Special Operations Center «А» of the Security Service of Ukraine (ЦСО "А" СБУ, romanized: CSO "A" SBU), informally known as Alpha Group, Alpha or Alfa, is one of the special operations units of the Security Service of Ukraine (SBU). It has participated in the Russo-Ukrainian war since it began in 2014.

The unit's missions primarily involve sniping, counterterrorism, direct action, executive protection, high-value targets capture or elimination, hostage rescue, irregular warfare, long-range penetration, and special reconnaissance.

==History==

=== Counterterrorist operations ===
On 23 June 1994, on the orders of President of Ukraine Leonid Kravchuk, Department «А» was created, a part of the Central Office of the Security Service of Ukraine. At the same time, regional units were formed in all oblasts, giving rise to the formation of Special Counterterrorist units under the command of the SBU.

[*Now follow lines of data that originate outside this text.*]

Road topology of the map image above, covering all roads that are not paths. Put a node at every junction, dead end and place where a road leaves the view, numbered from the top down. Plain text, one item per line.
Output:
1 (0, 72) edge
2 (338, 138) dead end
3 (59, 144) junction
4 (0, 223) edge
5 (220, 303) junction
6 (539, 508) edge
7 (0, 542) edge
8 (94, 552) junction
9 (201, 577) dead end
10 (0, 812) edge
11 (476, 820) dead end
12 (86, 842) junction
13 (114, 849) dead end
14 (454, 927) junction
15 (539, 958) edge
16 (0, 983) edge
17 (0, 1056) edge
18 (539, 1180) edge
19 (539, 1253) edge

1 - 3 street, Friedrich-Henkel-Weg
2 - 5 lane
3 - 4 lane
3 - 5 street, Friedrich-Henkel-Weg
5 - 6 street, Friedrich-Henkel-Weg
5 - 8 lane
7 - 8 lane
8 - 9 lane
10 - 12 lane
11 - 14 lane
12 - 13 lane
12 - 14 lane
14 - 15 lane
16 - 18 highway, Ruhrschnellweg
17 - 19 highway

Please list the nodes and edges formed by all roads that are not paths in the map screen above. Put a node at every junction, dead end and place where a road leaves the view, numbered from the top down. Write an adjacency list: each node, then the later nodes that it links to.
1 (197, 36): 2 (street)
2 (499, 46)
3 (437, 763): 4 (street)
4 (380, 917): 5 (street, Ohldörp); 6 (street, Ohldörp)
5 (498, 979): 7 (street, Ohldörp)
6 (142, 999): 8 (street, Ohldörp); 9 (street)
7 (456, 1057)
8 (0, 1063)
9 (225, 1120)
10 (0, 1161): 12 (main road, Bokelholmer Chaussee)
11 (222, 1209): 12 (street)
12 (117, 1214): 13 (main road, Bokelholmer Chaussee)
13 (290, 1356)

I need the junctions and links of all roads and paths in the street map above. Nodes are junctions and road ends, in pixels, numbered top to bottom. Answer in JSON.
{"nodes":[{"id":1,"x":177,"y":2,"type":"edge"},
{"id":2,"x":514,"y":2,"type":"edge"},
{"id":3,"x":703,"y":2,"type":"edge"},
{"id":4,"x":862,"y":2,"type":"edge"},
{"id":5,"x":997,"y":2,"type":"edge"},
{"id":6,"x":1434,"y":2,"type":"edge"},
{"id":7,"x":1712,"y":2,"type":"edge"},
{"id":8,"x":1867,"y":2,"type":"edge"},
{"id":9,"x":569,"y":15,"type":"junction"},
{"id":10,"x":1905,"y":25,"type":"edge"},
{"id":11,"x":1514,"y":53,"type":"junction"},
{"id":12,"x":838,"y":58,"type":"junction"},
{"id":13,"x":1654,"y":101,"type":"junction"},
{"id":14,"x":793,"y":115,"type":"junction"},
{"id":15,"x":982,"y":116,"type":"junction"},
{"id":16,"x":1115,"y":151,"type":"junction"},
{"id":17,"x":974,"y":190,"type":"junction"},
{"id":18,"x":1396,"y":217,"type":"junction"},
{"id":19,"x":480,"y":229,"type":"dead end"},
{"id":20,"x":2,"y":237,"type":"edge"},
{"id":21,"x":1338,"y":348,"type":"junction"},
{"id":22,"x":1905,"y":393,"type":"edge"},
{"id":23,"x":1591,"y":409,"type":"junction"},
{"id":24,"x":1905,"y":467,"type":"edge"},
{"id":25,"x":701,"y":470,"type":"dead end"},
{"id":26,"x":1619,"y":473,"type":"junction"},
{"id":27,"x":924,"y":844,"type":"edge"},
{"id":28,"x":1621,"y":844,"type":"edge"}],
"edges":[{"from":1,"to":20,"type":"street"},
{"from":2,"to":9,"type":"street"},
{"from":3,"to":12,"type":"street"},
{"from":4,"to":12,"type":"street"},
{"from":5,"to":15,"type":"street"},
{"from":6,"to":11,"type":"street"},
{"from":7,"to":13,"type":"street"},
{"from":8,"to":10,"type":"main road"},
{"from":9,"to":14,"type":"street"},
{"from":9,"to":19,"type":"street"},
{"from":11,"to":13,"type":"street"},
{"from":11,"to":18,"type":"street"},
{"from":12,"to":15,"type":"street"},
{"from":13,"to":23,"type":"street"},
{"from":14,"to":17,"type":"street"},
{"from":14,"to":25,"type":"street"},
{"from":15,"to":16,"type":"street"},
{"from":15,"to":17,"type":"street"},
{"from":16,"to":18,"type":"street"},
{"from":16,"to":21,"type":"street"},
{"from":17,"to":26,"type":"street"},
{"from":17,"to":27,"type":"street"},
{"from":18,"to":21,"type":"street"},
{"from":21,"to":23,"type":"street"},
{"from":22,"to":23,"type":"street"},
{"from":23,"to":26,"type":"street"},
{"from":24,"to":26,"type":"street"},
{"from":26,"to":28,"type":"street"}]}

On July 16, 1996, the first major reform of the unit took place. By decree of the President of Ukraine, Department «A» was renamed the Department for Combating Terrorism and Protecting Participants in Criminal Proceedings and Law Enforcement Officers of the SBU.

On December 27, 2005, a large-scale reform of the SBU's special operations departments took place, with a modern Center for Special Operations to Combat Terrorism, Protect Participants in Criminal Proceedings, and Law Enforcement Officers being created. It was then that the unit received its well-known abbreviation, CSO "A" SBU.

On July 31, 2000, in the building of the Kyiv disciplinary battalion, two violators of military discipline, Ukrainian army servicemen Oleksandr Stankevych and Mykhailo Nevzorov, attacked a guard, seized an AKM assault rifle with 60 rounds of ammunition, locked up 18 people (the guard and their fellow servicemen) and demanded food and alcohol. After six hours of negotiations, the building was stormed by members of the Kyiv Alfa unit, and the criminals were detained.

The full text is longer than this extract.